È probabile che i suoi impegni di tagliare le tasse sulle società e allentare le politiche fiscali aumentino la liquidità e avvantaggino i mercati azionari. Ma le sue promesse possono portare a livello domestico più inflazione e - a livello internazionale - un rallentamento delle economie più dipendenti dall’export verso gli Stati Uniti.
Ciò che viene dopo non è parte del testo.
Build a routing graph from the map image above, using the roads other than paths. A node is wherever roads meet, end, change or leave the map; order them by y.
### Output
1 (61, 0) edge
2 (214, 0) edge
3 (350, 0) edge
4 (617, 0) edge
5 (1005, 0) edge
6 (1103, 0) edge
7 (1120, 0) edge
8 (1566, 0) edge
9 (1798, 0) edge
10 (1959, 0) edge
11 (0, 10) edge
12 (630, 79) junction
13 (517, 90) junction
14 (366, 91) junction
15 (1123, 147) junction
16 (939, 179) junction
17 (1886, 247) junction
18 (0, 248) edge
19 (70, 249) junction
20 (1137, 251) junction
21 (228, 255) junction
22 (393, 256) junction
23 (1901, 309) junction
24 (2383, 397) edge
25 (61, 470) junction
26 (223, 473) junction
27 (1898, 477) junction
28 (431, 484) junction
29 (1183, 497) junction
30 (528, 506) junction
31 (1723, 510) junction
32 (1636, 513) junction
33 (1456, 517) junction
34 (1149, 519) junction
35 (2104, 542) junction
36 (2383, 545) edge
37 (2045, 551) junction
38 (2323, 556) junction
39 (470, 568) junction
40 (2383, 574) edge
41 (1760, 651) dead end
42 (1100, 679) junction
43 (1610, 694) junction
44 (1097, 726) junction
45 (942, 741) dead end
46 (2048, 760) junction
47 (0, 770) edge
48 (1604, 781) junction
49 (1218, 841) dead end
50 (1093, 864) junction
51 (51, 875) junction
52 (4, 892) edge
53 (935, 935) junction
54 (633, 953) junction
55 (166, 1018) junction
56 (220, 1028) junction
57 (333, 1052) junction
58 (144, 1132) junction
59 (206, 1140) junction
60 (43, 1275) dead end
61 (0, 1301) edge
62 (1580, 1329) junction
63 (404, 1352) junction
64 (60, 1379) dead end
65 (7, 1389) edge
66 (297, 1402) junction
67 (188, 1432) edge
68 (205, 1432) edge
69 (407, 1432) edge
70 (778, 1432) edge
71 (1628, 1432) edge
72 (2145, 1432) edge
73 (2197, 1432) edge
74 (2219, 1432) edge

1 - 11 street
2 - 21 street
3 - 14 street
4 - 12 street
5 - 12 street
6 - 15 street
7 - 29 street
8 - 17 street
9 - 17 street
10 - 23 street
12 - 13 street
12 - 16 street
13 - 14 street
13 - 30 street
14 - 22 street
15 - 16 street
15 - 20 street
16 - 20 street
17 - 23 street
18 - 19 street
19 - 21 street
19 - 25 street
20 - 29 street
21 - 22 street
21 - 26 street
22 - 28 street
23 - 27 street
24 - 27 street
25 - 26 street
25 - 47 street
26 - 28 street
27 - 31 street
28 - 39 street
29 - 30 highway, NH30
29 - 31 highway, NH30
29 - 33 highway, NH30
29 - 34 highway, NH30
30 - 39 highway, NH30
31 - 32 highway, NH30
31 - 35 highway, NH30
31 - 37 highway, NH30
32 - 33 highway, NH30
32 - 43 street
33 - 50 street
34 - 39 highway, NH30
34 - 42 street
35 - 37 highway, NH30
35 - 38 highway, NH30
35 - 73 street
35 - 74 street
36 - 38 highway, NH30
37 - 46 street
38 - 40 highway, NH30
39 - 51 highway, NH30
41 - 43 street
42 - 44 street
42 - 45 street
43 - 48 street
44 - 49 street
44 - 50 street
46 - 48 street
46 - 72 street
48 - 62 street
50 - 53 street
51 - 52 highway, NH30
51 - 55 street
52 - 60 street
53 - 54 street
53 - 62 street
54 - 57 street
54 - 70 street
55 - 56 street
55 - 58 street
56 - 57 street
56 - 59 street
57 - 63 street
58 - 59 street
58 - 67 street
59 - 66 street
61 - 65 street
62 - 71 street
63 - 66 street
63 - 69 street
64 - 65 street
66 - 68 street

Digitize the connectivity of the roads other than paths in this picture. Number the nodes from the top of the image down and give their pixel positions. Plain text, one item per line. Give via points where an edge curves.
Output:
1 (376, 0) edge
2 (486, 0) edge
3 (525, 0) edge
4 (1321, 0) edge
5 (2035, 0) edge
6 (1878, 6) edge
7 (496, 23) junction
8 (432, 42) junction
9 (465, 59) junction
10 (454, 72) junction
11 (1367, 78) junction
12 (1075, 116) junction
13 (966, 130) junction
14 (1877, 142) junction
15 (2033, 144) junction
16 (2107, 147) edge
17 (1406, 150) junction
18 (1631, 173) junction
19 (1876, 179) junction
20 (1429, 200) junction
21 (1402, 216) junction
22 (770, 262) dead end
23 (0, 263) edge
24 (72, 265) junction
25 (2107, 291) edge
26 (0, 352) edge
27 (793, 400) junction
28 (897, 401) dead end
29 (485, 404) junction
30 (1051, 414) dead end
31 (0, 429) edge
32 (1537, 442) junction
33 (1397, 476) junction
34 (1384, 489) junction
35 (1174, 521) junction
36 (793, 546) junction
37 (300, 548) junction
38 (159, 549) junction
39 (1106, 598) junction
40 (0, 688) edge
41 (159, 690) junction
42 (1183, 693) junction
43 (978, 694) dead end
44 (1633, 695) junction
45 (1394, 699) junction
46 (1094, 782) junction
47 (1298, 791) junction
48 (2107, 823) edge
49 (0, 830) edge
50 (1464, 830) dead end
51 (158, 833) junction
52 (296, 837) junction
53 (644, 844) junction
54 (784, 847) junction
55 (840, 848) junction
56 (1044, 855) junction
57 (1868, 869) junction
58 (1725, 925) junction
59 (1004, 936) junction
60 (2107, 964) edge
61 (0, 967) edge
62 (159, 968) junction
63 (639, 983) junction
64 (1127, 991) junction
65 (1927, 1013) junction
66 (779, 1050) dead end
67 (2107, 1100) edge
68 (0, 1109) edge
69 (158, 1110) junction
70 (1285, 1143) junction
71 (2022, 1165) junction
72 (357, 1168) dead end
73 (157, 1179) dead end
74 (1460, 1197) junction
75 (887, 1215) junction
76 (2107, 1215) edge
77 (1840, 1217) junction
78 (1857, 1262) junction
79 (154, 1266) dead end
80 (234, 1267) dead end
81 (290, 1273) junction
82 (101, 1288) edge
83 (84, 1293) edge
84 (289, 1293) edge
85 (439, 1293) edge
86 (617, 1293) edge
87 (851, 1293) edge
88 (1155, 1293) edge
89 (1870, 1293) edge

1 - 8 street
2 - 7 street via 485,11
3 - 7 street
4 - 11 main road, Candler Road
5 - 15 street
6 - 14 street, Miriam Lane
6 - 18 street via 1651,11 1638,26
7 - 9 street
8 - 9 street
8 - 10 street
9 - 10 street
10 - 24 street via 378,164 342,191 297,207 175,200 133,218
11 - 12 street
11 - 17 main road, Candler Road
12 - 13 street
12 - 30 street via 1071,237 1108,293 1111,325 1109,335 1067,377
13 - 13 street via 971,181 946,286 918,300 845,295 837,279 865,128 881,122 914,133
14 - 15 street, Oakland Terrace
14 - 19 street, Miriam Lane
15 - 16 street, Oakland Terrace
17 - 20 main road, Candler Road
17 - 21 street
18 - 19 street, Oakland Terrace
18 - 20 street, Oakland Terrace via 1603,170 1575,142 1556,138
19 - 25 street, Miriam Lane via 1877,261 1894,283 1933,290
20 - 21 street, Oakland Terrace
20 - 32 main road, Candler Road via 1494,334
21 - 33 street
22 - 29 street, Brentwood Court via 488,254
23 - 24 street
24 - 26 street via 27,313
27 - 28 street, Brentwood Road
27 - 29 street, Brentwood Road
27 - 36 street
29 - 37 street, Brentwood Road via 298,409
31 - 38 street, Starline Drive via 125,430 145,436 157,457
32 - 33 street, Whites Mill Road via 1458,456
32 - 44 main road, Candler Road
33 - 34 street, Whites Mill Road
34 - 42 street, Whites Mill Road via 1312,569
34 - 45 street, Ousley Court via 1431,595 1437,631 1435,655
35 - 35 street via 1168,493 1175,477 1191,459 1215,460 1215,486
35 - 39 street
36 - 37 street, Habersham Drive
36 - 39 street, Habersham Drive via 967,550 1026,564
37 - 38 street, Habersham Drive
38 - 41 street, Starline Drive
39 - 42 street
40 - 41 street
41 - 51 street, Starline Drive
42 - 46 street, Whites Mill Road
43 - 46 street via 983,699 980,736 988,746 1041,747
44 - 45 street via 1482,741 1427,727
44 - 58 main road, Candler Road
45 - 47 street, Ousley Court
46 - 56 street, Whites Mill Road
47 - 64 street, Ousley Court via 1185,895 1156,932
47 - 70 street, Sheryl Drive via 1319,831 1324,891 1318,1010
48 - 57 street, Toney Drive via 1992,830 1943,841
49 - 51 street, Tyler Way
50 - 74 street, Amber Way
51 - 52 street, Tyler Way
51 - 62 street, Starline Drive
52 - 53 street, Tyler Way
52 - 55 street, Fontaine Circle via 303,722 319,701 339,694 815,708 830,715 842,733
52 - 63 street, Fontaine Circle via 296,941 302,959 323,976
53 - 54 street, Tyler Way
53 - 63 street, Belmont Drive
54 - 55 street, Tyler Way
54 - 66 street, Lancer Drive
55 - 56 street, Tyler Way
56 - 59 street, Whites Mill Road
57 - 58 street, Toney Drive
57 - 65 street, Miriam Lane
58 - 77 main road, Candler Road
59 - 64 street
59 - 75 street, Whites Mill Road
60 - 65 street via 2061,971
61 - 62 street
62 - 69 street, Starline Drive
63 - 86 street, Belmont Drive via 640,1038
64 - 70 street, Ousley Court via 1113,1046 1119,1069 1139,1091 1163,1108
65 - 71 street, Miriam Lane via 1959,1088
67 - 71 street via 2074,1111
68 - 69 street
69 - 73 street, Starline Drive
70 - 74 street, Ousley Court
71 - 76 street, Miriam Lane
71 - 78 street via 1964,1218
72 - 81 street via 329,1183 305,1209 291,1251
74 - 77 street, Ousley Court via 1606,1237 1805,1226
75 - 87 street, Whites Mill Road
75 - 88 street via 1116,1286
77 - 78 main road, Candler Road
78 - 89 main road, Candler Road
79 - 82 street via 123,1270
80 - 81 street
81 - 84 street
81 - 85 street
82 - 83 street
Uno scenario pericoloso e avvolto dall’incertezza, perché alcuni dei provvedimenti sventolati nei comizi potrebbero essere ridimensionati o addirittura cancellati dall’agenda politica.
Dazi
Nella sua campagna, Trump ha descritto i dazi come un’arma multifunzionale: non solo puniranno altri Paesi per pratiche commerciali che considera sleali, ma dovrebbero anche incoraggiare le aziende Usa a non delocalizzare la produzione e, contemporaneamente, generare........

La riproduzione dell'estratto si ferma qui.